Ahora bien, ¿es realista pensar en un gobierno regido por inteligencias artificiales? En teoría, no. Las IA actúan según programaciones que, por más sofisticadas que sean, no equivalen a una conciencia moral ni a un juicio político. Automatizar el cumplimiento de la ley —como sugiere la lógica de El día que paralizaron la Tierra— podría garantizar eficiencia, pero también eliminar el margen de interpretación necesario para la justicia. Una máquina que aplica la norma sin contexto es peligrosa. Y una que decide qué es el bien común sin comprender lo humano, lo es aún más.
Aun así, el poder de las IA crece. Ya no solo facilitan decisiones: las influyen, las perfilan, las filtran. Vivimos en una simbiosis creciente entre humanos y máquinas. Y si no queremos que esta relación se vuelva una sumisión, necesitamos hacer algo muy humano: reconocer los límites, comprender los sesgos, y decidir con ética.

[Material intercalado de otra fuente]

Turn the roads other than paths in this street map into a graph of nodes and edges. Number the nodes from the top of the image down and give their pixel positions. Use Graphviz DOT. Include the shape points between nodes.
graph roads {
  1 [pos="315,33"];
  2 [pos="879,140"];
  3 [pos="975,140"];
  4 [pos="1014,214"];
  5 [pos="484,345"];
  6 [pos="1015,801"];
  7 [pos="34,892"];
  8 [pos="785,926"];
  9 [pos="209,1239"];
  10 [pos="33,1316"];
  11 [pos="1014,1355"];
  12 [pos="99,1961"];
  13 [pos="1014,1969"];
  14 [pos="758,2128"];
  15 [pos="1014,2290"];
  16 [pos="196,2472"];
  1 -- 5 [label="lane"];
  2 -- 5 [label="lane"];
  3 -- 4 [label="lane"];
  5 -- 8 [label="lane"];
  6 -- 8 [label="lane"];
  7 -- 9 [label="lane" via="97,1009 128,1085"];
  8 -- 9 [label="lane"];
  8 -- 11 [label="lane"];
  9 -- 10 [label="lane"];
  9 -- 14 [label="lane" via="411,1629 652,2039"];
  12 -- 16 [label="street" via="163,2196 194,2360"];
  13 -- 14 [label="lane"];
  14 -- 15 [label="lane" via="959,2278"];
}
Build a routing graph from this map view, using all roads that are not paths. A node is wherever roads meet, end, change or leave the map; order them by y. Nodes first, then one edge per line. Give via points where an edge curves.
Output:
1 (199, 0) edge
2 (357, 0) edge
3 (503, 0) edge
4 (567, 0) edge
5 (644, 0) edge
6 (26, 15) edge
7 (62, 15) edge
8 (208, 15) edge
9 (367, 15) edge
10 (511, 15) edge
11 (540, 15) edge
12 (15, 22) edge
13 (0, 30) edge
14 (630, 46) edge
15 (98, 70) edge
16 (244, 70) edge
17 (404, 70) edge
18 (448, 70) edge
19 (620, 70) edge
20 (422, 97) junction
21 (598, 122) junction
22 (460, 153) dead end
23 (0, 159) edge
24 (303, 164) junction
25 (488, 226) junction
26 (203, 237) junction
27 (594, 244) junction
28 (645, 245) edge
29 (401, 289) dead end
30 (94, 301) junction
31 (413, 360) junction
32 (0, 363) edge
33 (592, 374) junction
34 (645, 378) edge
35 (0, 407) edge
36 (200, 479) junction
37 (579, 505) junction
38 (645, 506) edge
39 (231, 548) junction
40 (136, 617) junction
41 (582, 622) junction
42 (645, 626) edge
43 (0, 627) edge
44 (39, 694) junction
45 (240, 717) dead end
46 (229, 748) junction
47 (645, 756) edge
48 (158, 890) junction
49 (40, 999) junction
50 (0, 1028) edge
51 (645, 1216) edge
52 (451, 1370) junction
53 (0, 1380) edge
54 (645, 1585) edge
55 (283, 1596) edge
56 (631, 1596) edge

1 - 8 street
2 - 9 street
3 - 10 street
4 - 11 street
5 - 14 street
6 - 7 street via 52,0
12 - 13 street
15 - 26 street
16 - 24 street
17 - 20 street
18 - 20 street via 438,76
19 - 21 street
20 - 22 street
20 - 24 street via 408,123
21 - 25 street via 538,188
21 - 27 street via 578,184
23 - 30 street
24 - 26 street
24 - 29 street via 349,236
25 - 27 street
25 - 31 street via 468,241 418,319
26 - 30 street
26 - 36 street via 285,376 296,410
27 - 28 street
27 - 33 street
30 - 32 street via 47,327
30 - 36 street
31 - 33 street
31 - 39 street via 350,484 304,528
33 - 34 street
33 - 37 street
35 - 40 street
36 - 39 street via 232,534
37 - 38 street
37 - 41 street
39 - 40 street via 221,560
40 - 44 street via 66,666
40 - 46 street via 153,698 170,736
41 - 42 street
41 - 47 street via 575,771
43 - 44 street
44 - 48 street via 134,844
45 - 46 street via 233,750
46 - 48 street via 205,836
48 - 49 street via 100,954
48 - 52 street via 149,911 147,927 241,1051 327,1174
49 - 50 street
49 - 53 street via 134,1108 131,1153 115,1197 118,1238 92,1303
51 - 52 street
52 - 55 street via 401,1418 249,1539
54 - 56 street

Las IA no son oráculos ni enemigos: son herramientas. Nuestra tarea es asegurarnos de que sirvan a todas las personas, no solo a quienes las programan. Para ello, es urgente preservar dos cosas que las máquinas aún no pueden replicar: el respeto irrestricto por los derechos humanos y el compromiso con el Estado de derecho. Todo lo demás, por ahora, sigue siendo ciencia ficción.